However, things have worked out differently than the founders of the Republic could have imagined. For they were enlightened men, and from their vantage point in history it seemed fairly clear that religion had no more public role to play. However intense people’s religious beliefs and feelings were, they had no public application. I suspect that they would be surprised at the robustness of religious belief in the United States today, and even more surprised at its insistent quality, its clamouring for public recognition in law and governance. And I think they would wonder where they had made the mistake that had enabled religion to capture such a huge public footprint, which they thought they had excluded. I daresay, had they known what was to come, they would have institutionalised some protection against the growth of such a forceful public expression of religious conviction, and the threat of its instantiation in law.

But surely belief in transubstantiation is not such a belief? No one is suggesting that such a belief be enshrined in law, are they? Well, I suspect that this is, in fact, the suggestion. No, not that belief in the wafer being turned, by the power vested in the priest, into the very substance, the very being, of Christ’s body (and blood — for it has generally been held that the communicant receives both body and blood when receiving communion under the single specie of the bread); no one would dream of enforcing this particular belief.

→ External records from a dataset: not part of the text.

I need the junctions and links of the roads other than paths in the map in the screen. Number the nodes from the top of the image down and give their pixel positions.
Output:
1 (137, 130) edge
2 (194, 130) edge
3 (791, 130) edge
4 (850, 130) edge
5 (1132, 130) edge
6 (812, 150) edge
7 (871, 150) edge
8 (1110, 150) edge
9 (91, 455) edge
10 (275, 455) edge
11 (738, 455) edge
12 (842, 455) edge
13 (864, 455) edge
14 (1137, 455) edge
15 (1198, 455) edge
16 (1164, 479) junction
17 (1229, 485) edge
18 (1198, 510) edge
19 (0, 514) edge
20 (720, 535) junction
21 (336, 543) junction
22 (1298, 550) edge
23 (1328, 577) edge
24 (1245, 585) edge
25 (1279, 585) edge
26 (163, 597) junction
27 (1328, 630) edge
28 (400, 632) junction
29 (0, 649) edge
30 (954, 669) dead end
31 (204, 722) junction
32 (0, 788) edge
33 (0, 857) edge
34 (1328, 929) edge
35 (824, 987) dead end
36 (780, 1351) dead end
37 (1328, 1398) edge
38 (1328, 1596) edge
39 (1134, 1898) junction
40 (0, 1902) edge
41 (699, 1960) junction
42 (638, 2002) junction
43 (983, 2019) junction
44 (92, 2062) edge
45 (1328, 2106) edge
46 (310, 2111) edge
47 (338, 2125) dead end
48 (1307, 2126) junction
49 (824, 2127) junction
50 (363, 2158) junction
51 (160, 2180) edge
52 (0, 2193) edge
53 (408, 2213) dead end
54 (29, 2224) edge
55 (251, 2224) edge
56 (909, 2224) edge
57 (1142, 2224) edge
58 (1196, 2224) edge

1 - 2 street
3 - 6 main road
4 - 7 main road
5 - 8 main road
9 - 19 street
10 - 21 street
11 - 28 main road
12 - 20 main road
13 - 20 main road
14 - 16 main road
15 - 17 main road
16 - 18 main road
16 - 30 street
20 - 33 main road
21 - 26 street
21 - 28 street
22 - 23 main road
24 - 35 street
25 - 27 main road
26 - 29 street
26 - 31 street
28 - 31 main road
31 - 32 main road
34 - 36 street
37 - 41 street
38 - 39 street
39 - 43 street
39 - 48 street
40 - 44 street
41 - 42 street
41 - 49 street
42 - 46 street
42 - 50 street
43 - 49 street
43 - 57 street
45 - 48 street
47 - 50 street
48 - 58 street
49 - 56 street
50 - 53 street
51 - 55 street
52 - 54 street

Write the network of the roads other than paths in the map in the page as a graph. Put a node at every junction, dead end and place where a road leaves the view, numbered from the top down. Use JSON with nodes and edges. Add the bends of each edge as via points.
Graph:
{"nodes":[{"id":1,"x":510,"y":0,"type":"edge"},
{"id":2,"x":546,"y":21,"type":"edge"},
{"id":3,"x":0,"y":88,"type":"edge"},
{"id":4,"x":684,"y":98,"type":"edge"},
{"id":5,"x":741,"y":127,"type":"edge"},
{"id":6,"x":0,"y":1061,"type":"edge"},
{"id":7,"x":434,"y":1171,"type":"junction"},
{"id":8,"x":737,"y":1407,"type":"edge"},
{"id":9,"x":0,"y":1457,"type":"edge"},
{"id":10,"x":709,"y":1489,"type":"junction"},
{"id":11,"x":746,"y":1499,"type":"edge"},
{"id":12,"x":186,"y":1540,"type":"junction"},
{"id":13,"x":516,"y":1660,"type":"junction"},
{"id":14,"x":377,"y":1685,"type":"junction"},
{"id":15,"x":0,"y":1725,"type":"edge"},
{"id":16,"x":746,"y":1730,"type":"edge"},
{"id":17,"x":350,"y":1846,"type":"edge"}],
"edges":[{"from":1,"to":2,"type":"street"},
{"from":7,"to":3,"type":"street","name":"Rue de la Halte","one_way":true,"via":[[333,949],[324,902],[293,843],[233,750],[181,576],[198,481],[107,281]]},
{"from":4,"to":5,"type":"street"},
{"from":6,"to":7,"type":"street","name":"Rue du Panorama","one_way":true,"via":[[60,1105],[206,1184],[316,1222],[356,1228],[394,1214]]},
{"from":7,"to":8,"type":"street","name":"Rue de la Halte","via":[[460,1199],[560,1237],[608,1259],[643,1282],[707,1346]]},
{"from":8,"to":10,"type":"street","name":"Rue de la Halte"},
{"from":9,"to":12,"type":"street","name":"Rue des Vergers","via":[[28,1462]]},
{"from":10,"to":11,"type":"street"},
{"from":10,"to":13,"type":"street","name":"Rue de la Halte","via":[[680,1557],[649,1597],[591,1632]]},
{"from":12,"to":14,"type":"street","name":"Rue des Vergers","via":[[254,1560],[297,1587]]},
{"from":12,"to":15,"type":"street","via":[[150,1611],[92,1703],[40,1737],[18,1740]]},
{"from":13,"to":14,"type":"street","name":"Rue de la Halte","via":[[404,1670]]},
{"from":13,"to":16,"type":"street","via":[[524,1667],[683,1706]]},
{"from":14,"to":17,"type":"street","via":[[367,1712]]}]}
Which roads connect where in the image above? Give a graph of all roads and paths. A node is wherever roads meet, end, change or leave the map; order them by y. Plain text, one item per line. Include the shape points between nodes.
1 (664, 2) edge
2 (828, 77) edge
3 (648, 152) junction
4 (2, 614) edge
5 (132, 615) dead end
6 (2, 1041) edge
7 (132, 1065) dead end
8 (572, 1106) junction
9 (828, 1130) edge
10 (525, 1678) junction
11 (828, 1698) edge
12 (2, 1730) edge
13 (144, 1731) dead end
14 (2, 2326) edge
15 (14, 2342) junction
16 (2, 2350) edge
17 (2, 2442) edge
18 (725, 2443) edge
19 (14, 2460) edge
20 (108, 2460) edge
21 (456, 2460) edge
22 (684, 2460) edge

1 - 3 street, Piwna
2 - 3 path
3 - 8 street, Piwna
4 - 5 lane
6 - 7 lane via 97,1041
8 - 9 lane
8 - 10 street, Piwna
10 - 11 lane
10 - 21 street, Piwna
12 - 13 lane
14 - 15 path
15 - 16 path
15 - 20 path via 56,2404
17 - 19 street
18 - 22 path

But this belief conceals a metaphysical belief that some people would like very much to see enshrined in law. Transubstantiation is not just about a magic act, the hocus pocus of the mass. It’s about a metaphysical principle that has much wider application. If bread conceals the very being of Christ, so, within the conceptus is concealed the very being of a human person. And people do want to enforce that belief by means of law, so that, from the moment of conception a human person exists which has all the rights that are possessed by an adult human being. The same thing goes for Anthony Bland or Terry Shaivo. They have been thought to be persons in the full, metaphysical sense, no matter what the condition of their brains might have been, and killing them, from the standpoint of those who believe in the kind of substantial being that is exemplified by transubstantiation, is murder, plain and simple. Alex Schadenberg says that Terry Schaivo underwent “slow euthanasia,” and euthanasia, in Schadenberg’s terms, is murder, so she was, in that sense, murdered.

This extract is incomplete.